Trois des atouts suffisent pour que Cheik Modibo remplisse avec honneur et dans notre gratitude son contrat pour le Mali. Ce pays aujourd’hui amputé, divisé, anxieux et devenu la risée de pays qui, il y a peu, le jalousaient ou l’enviaient. Ce sont l’indépendance, la créativité et l’amour du travail. Pour les défauts, l’anecdote du marabout est invocable : un mari partit voir un jour un marabout pour obtenir le divorce d’avec sa femme qu’il accusait d’avoir « cent défauts ». Le marabout lui demanda de citer ces cent travers sous peine d’aller en enfer pour calomnie. Le plaignant commença ainsi : « premièrement, elle est simple d’esprit ». Et le marabout réagit immédiatement : « tu es dispensé de lister les quatre vingt dix neuf autres défauts ».
En reconduisant l’exercice pour le savant malien, on peut s’arrêter à un seul des défauts prêtés à son signe : « destructeur ». Inquiétant pour celui qui est venu reconstruire le pays et dont certains comportements inquiètent, en toute vérité. D’abord la liberté prise avec l’accord cadre qui lui donne toute sa légitimité. En mettant en place un gouvernement d’exclusion, malgré le CV et le parcours respectable de bien de ses ministres, le chef de l’Exécutif détruit sa propre légitimité qui se renforçait plus dans un attelage d’union nationale. Pire, il engage un jeu pervers qui, non seulement, le prive du concours inestimable de bien de nos compatriotes mis de côté non pas parce qu’ils sont médiocres mais parce qu’ils ont commis le sacrilège d’être d’un parti.

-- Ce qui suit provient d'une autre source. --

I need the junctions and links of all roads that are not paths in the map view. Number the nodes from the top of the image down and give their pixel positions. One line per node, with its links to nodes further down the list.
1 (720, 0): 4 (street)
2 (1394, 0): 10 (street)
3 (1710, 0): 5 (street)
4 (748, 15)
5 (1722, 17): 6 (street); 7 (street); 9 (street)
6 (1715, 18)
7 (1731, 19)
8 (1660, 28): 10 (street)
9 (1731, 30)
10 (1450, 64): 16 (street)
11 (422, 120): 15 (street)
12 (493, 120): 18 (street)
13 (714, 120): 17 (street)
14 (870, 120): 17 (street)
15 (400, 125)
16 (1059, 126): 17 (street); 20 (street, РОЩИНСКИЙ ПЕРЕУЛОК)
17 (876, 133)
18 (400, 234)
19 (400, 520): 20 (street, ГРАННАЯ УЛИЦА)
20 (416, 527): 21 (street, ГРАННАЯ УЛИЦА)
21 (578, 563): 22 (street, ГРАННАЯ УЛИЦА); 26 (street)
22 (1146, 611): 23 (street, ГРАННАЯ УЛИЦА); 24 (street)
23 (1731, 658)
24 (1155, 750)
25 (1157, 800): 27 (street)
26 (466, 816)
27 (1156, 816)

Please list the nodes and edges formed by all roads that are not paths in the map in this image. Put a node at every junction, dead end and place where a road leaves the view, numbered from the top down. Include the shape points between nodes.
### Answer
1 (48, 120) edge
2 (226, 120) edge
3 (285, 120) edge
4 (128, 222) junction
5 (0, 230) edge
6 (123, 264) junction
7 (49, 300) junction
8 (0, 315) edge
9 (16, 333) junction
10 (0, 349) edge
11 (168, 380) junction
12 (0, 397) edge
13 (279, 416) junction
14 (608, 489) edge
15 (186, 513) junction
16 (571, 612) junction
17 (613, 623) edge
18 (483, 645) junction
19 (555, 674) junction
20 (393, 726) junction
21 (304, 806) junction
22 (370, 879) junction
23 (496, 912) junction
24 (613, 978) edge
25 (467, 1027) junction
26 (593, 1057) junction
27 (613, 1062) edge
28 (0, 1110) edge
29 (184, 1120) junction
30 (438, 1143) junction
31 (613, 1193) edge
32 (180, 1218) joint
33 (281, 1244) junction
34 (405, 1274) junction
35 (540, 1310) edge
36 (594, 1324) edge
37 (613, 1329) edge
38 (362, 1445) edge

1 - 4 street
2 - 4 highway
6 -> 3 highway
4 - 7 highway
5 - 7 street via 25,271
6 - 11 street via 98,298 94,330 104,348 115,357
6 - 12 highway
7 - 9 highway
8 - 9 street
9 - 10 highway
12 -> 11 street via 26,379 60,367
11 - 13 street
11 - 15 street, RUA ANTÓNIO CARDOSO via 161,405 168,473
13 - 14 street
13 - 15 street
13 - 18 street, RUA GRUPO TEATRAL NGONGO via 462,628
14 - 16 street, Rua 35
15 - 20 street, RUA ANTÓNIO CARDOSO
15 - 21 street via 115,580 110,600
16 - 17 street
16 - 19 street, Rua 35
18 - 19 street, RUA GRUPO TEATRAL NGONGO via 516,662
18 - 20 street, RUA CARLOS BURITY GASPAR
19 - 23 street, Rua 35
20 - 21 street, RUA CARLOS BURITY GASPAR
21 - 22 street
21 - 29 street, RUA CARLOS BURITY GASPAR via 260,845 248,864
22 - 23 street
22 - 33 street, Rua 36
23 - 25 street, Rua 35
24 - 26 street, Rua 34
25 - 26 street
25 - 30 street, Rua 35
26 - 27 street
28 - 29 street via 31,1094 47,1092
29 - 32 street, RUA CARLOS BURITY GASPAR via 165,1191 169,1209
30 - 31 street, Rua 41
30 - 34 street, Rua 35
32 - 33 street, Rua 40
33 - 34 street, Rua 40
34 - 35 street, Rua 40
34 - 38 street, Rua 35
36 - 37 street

Dans cette banalisation, le Pm est même allé plus loin que le pouvoir sortant. Lequel, en dépit de discours orientés contre les « cadres partisans » durant la mandature 2002-2007 surtout, n’a jamais exclu la classe politique. Il a fait plutôt un dosage qui les neutralise ou s’est appuyé sur des partisans qui lui étaient plus acquis qu’à leurs partis. Les victimes de l’exclusion organisée ou validée par le Premier ministre ont accepté de bon cœur le verdict. Mais la mise à l’écart des partis qui peuvent bien avoir le vivier pour répondre à l’appel de sang neuf réduit la base de la transition qui a besoin de toutes les compétences et de toutes les valeurs. Surtout que Cheick Modibo Diarra n’a ni la légitimité technique -pas un seul jour dans l’administration malienne- ni la légitimité politique car il n’a mené aucun combat ni moral ni idéologique pour le compte de ce pays- qui le rendent éligible à son poste. De surcroît, il peut lui être opposé des propos antérieurs hostiles à la 3è République, de grosses exagérations sur la gouvernance de l’ère Udpm et son statut de promoteur d’un parti politique unipersonnel.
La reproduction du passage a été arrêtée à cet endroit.